Start of DATA FOR REVIEW

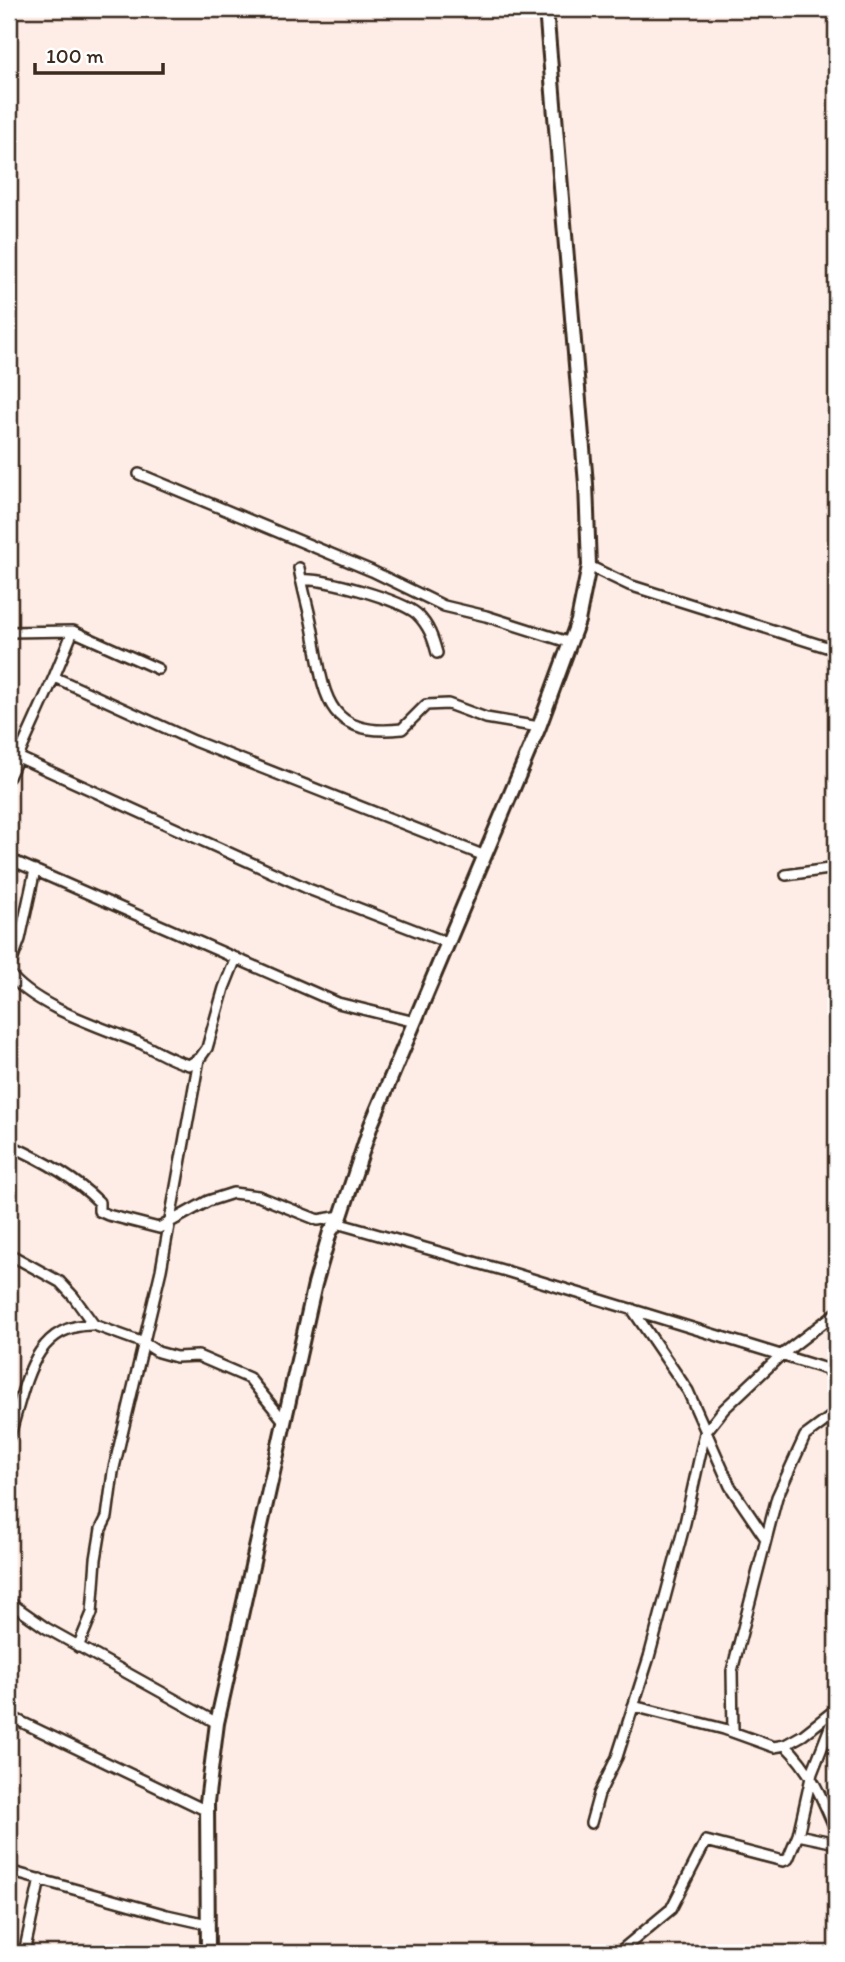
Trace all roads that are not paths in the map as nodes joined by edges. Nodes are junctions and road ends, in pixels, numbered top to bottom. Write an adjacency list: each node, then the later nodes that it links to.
1 (546, 9): 3 (main road)
2 (139, 474): 8 (street)
3 (589, 566): 8 (main road); 9 (street)
4 (299, 568): 5 (street)
5 (301, 580): 10 (street); 13 (street)
6 (73, 631): 7 (street); 11 (street); 12 (street)
7 (9, 632)
8 (571, 643): 13 (main road)
9 (836, 650)
10 (437, 653)
11 (158, 668)
12 (54, 677): 14 (street); 16 (street)
13 (540, 727): 16 (main road)
14 (18, 757): 15 (street); 21 (street)
15 (9, 777)
16 (485, 856): 21 (main road)
17 (9, 859): 19 (street)
18 (836, 868): 20 (street)
19 (35, 870): 22 (street); 23 (street)
20 (786, 875)
21 (447, 943): 24 (main road)
22 (236, 958): 24 (street); 25 (street)
23 (9, 971): 25 (street)
24 (415, 1022): 27 (main road)
25 (199, 1059): 28 (street)
26 (9, 1145): 28 (street)
27 (341, 1216): 28 (street); 30 (street); 38 (main road)
28 (171, 1220): 33 (street)
29 (9, 1254): 32 (street)
30 (632, 1309): 34 (street); 39 (street)
31 (836, 1312): 34 (street)
32 (94, 1325): 33 (street); 40 (street)
33 (144, 1343): 38 (street); 43 (street)
34 (780, 1356): 36 (street); 39 (street)
35 (836, 1356): 36 (street)
36 (832, 1371)
37 (836, 1413): 41 (street)
38 (284, 1421): 47 (main road)
39 (705, 1433): 41 (street); 44 (street)
40 (9, 1437)
41 (766, 1539): 48 (street)
42 (9, 1602): 43 (street)
43 (78, 1647): 47 (street)
44 (633, 1706): 48 (street); 52 (street)
45 (836, 1711): 49 (street); 50 (street)
46 (9, 1716): 51 (street)
47 (217, 1723): 51 (main road)
48 (733, 1732): 49 (street)
49 (785, 1745): 50 (street)
50 (811, 1777): 53 (street); 54 (street)
51 (207, 1811): 58 (main road)
52 (591, 1823)
53 (836, 1831)
54 (798, 1835): 55 (street); 61 (street)
55 (836, 1843)
56 (9, 1871): 57 (street)
57 (40, 1879): 58 (street); 59 (street)
58 (207, 1924): 60 (main road)
59 (24, 1953)
60 (208, 1953)
61 (618, 1953)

End of DATA FOR REVIEW

- _WORK INSTRUCTIONS_
Transcribe all the entries precisely. Do not include any picture.

- _ANSWER SECTION_
Trace all roads that are not paths in the map as nodes joined by edges. Nodes are junctions and road ends, in pixels, numbered top to bottom. Write an adjacency list: each node, then the later nodes that it links to.
1 (546, 9): 3 (main road)
2 (139, 474): 8 (street)
3 (589, 566): 8 (main road); 9 (street)
4 (299, 568): 5 (street)
5 (301, 580): 10 (street); 13 (street)
6 (73, 631): 7 (street); 11 (street); 12 (street)
7 (9, 632)
8 (571, 643): 13 (main road)
9 (836, 650)
10 (437, 653)
11 (158, 668)
12 (54, 677): 14 (street); 16 (street)
13 (540, 727): 16 (main road)
14 (18, 757): 15 (street); 21 (street)
15 (9, 777)
16 (485, 856): 21 (main road)
17 (9, 859): 19 (street)
18 (836, 868): 20 (street)
19 (35, 870): 22 (street); 23 (street)
20 (786, 875)
21 (447, 943): 24 (main road)
22 (236, 958): 24 (street); 25 (street)
23 (9, 971): 25 (street)
24 (415, 1022): 27 (main road)
25 (199, 1059): 28 (street)
26 (9, 1145): 28 (street)
27 (341, 1216): 28 (street); 30 (street); 38 (main road)
28 (171, 1220): 33 (street)
29 (9, 1254): 32 (street)
30 (632, 1309): 34 (street); 39 (street)
31 (836, 1312): 34 (street)
32 (94, 1325): 33 (street); 40 (street)
33 (144, 1343): 38 (street); 43 (street)
34 (780, 1356): 36 (street); 39 (street)
35 (836, 1356): 36 (street)
36 (832, 1371)
37 (836, 1413): 41 (street)
38 (284, 1421): 47 (main road)
39 (705, 1433): 41 (street); 44 (street)
40 (9, 1437)
41 (766, 1539): 48 (street)
42 (9, 1602): 43 (street)
43 (78, 1647): 47 (street)
44 (633, 1706): 48 (street); 52 (street)
45 (836, 1711): 49 (street); 50 (street)
46 (9, 1716): 51 (street)
47 (217, 1723): 51 (main road)
48 (733, 1732): 49 (street)
49 (785, 1745): 50 (street)
50 (811, 1777): 53 (street); 54 (street)
51 (207, 1811): 58 (main road)
52 (591, 1823)
53 (836, 1831)
54 (798, 1835): 55 (street); 61 (street)
55 (836, 1843)
56 (9, 1871): 57 (street)
57 (40, 1879): 58 (street); 59 (street)
58 (207, 1924): 60 (main road)
59 (24, 1953)
60 (208, 1953)
61 (618, 1953)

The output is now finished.